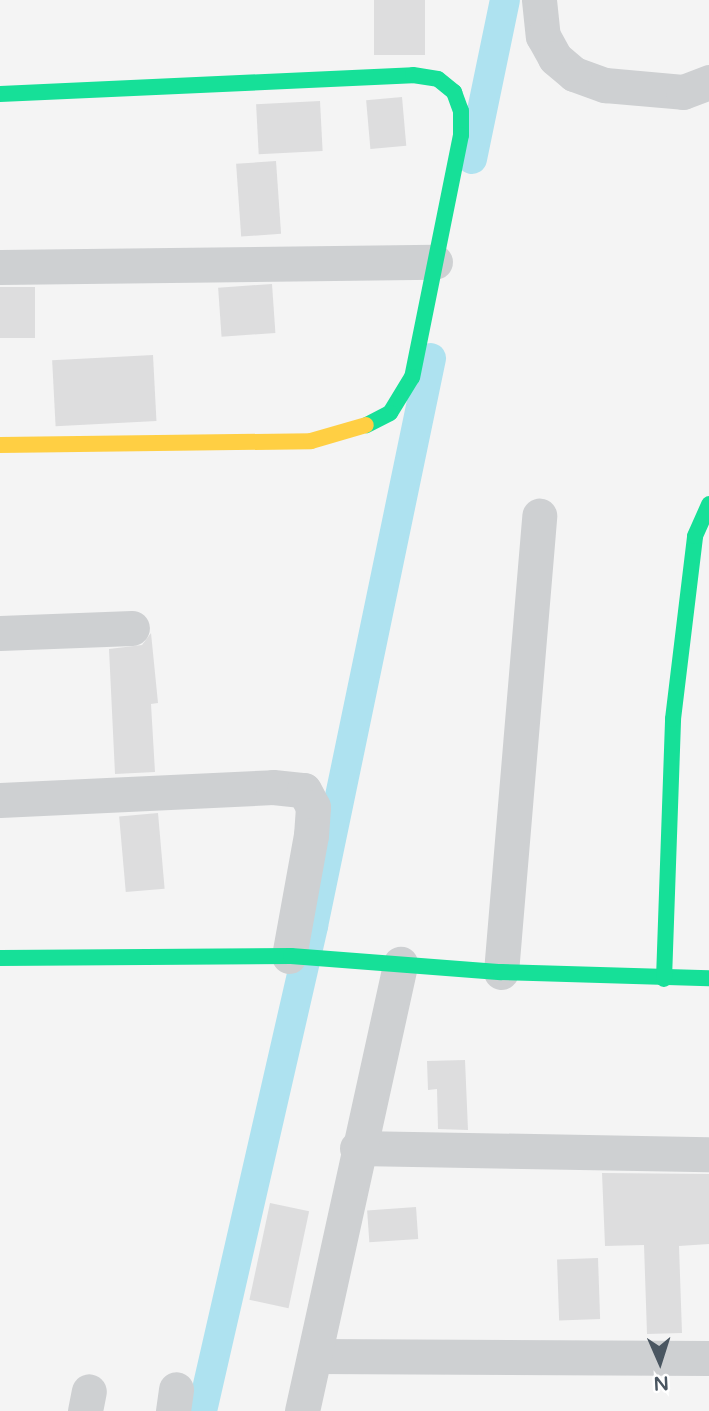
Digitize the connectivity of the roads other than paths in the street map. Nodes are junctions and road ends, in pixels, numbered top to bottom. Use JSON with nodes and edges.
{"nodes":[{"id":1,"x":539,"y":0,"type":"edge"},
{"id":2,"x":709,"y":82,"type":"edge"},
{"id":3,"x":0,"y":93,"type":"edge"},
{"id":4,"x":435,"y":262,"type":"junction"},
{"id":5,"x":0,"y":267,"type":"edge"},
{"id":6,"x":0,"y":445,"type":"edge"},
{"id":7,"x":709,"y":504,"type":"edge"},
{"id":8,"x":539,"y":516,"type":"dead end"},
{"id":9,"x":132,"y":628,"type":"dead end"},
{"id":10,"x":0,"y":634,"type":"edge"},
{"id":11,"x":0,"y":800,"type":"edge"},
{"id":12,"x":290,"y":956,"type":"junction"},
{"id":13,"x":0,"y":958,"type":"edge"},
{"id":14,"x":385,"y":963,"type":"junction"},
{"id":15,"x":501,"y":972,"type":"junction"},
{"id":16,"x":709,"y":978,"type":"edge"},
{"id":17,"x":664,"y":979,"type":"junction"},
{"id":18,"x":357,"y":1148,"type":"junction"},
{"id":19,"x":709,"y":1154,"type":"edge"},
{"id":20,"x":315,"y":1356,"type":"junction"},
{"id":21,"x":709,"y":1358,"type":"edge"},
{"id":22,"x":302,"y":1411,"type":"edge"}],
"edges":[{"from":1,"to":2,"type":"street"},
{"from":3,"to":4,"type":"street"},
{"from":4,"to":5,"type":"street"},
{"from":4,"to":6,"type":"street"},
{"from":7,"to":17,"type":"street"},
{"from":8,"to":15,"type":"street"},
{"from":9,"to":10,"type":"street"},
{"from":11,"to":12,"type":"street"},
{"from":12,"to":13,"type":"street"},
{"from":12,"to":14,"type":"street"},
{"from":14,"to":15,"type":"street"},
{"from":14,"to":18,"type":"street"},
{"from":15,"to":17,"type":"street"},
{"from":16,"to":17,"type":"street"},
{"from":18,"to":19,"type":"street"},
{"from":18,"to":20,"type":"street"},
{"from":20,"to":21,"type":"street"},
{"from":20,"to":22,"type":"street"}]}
- - - - -
• [Exercise aim]
Only lines holding the string "dead" are wanted; gather each one from the entries above.

• [Exercise response]
{"id":8,"x":539,"y":516,"type":"dead end"},
{"id":9,"x":132,"y":628,"type":"dead end"},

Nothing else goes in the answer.